The fund management industry has welcomed a drop in the tax rate for investment income on KiwiSaver schemes but says it doesn't believe it will be enough to entice more people to sign up.
The Government yesterday announced plans as part of the Budget to drop the top tax rate for portfolio investment entities (PIEs) including KiwiSaver schemes, unit trusts and other superannuation funds from 30 per cent to 28.
The change will kick in for KiwiSaver schemes from October 1 and for other investment vehicles from April next year.
Finance Minister Bill English said 28 per cent would become the standard tax rate for most savings vehicles, aligning it with the new company tax rate.
"Applying a lower and more uniform tax rate to most forms of capital income will improve the durability and integrity of the tax system. It will encourage individuals to save and companies to invest," English said.
ING head of distribution David Boyle said the changes had come as a "pleasant surprise" for the industry.
"To me it is a good outcome for current [KiwiSaver] members and an added incentive for those who haven't joined yet to do so."
But Boyle doubted it would be the catalyst to encourage more people to sign up.
Tower head of investment Sam Stubbs said it was good for the fund management industry and the PIE changes combined with the changes to loss-attributing qualifying companies (LAQCs) would level the playing field for investors.
"It's not earth shattering - that would have been compulsory superannuation or an increase in the contribution rate. But it will stop people investing so much in residential property."
Stubbs hoped that would mean more people put money into KiwiSaver and would make housing more affordable which would help first home buyers.
"It is removing the incentive to invest in lazy assets. It's taxing spending and rewarding savers. That's got to be a good thing."
Mercer New Zealand chief executive Martin Lewington said it showed the Government had recognised that saving and investment was important.
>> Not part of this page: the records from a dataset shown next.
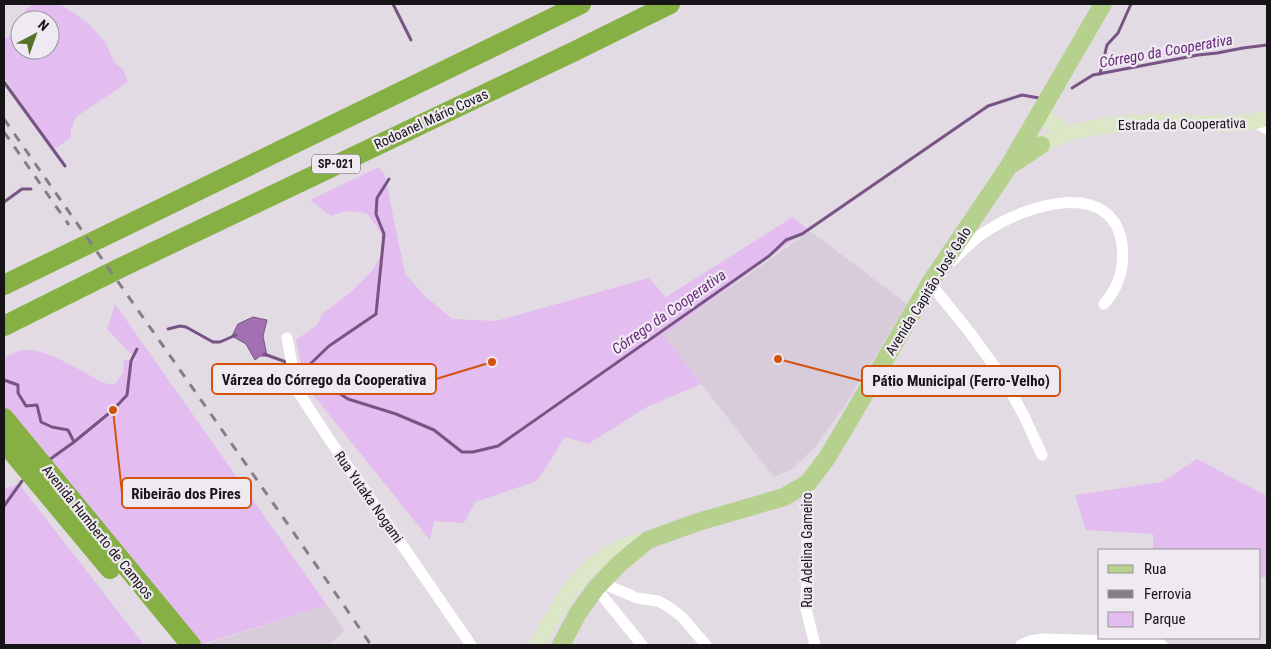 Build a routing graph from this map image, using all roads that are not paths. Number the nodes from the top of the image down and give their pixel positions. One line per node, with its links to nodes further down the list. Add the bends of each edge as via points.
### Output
1 (581, 4): 8 (highway, SP-021)
2 (670, 4): 11 (highway, Rodoanel Mário Covas / SP-021)
3 (1103, 4): 4 (main road)
4 (1040, 114): 6 (main road); 7 (main road)
5 (1263, 123): 6 (main road, Estrada da Cooperativa, via 1120,124)
6 (1067, 134): 7 (main road, Estrada da Cooperativa)
7 (1034, 141): 9 (main road, Avenida Capitão José Galo, via 1009,166)
8 (4, 285)
9 (932, 285): 10 (street, via 951,262 989,229 1026,211 1049,205 1088,203 1100,208 1114,221 1121,237 1123,252 1118,281); 15 (street, via 1004,381); 16 (main road, Avenida Capitão José Galo, via 827,458)
10 (1104, 304)
11 (4, 326)
12 (288, 338): 22 (street, Rua Yutaka Nogami, via 299,393)
13 (4, 418): 21 (highway, Avenida Humberto de Campos)
14 (4, 442): 20 (highway, Avenida Humberto de Campos)
15 (1042, 455)
16 (808, 483): 17 (main road, Avenida Capitão José Galo, via 784,497); 27 (street, Rua Adelina Gameiro, via 806,609)
17 (648, 540): 18 (main road, Avenida Capitão José Galo); 23 (main road, Avenida Capitão José Galo, via 630,542 597,560 575,583)
18 (599, 585): 24 (main road, Avenida Capitão José Galo, via 578,613); 25 (street); 26 (street, via 669,607)
19 (1025, 644): 28 (street, via 1042,640)
20 (174, 645)
21 (192, 645)
22 (471, 645)
23 (537, 645)
24 (561, 645)
25 (642, 645)
26 (706, 645)
27 (815, 645)
28 (1162, 645) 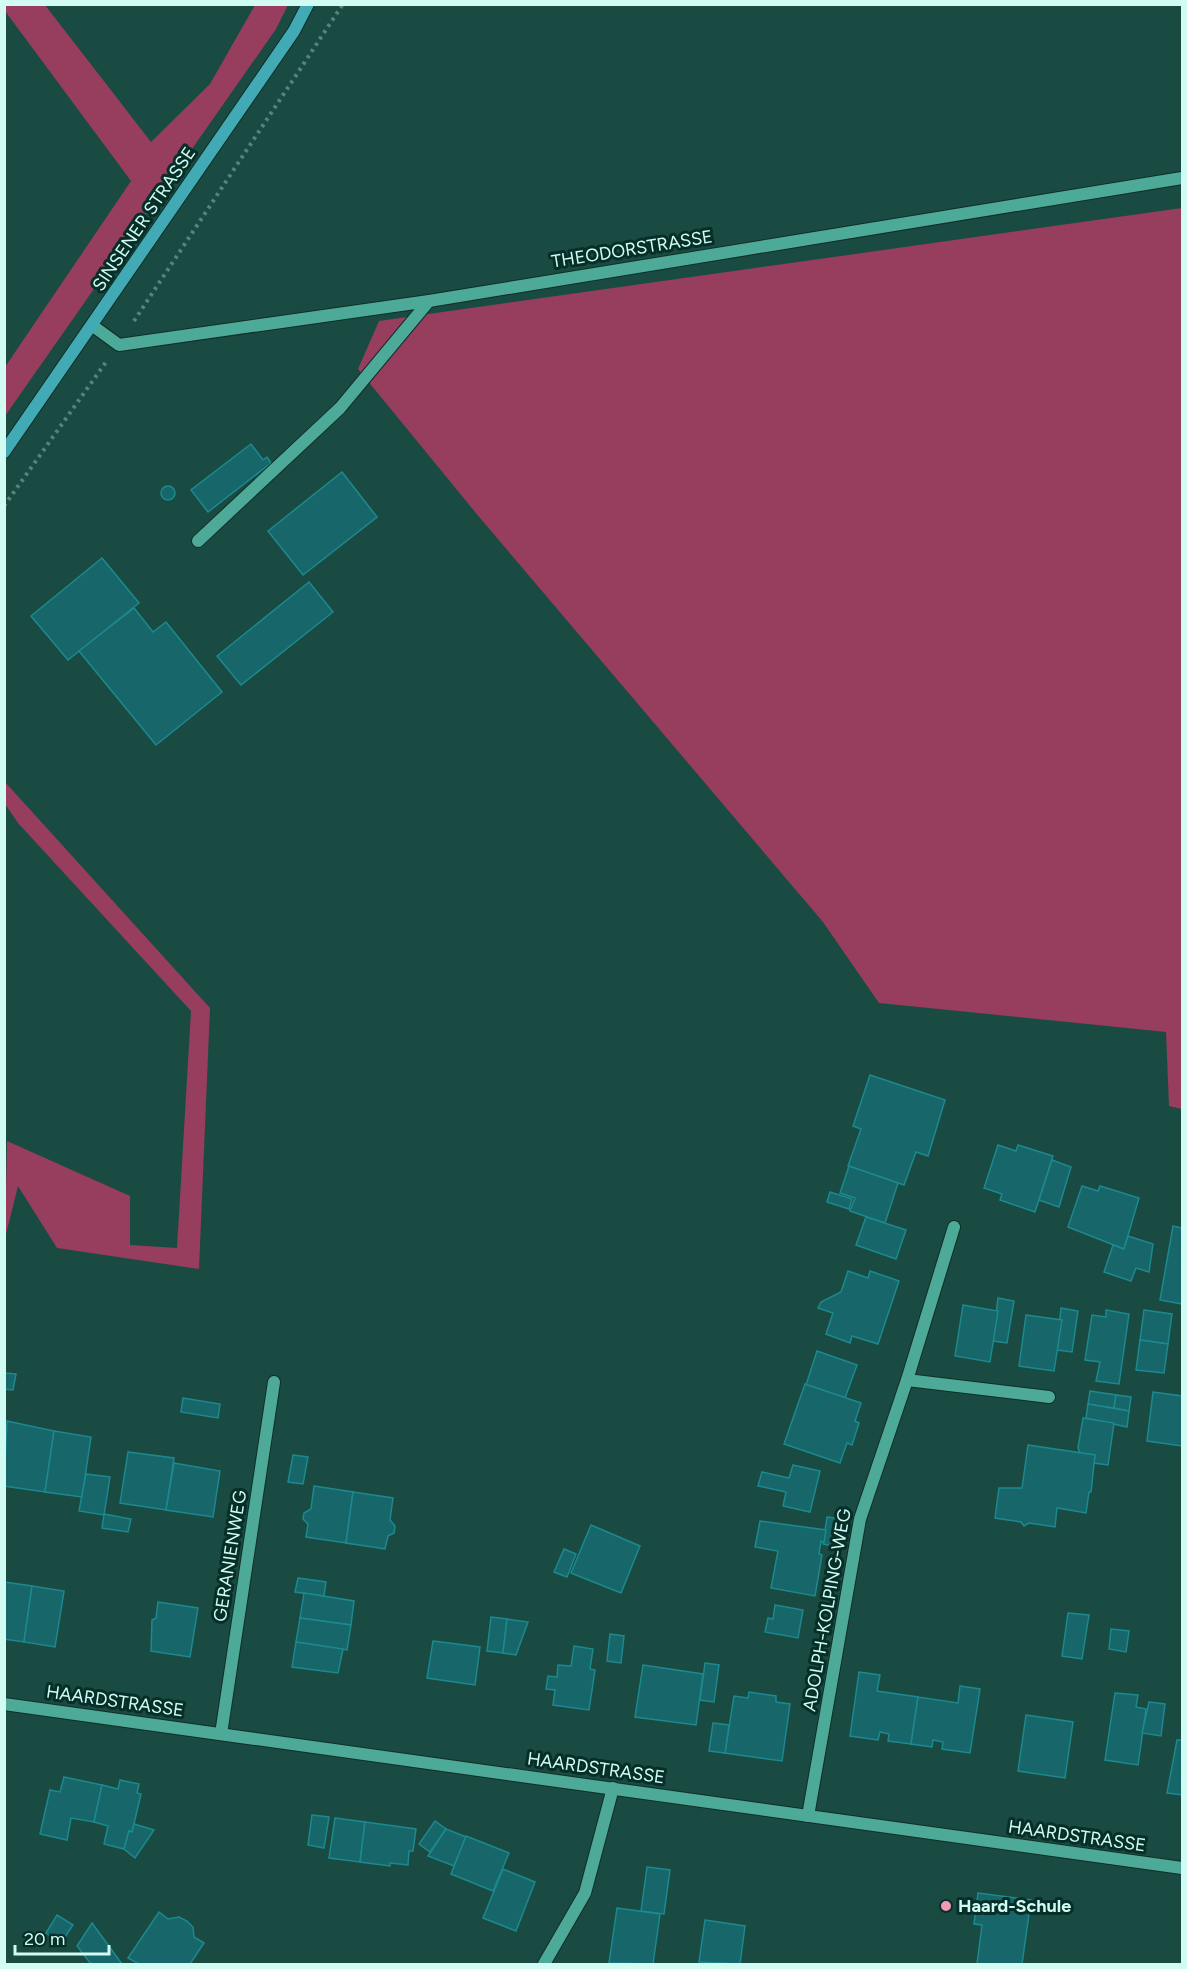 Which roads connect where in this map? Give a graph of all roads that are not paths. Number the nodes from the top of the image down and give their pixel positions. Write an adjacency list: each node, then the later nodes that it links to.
1 (308, 4): 4 (main road, SINSENER STRASSE)
2 (1182, 178): 3 (street, THEODORSTRASSE)
3 (429, 301): 4 (street, THEODORSTRASSE); 6 (street)
4 (93, 326): 5 (main road, SINSENER STRASSE)
5 (4, 452)
6 (198, 541)
7 (954, 1227): 8 (street, ADOLPH-KOLPING-WEG)
8 (908, 1380): 10 (street); 14 (street, ADOLPH-KOLPING-WEG)
9 (274, 1383): 12 (street, GERANIENWEG)
10 (1049, 1397)
11 (4, 1704): 12 (street, HAARDSTRASSE)
12 (221, 1734): 13 (street, HAARDSTRASSE)
13 (613, 1788): 14 (street, HAARDSTRASSE); 16 (street)
14 (808, 1816): 15 (street, HAARDSTRASSE)
15 (1182, 1869)
16 (544, 1965)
He hoped it would lead to more people saving.
"People are going to be better off and I would really hope New Zealanders take the opportunity to invest the savings."
But Michael Littlewood, co-director of Auckland University's Retirement Policy and Research Centre, said it did not resolve the inconsistencies between tax on PIE income and dividend income.
"This is a signal the Government is putting that on hold."
Littlewood said all collective investment schemes like managed funds and KiwiSaver schemes should be taxed on an imputation basis.
"If people pay 33 per cent as an individual then they should pay the same on PIE income."
At the moment investors could structure their affairs to pay less tax on their PIE income than other income. "The Government still hasn't addressed that."
More than 1.4 million people were signed up to KiwiSaver as of April 30.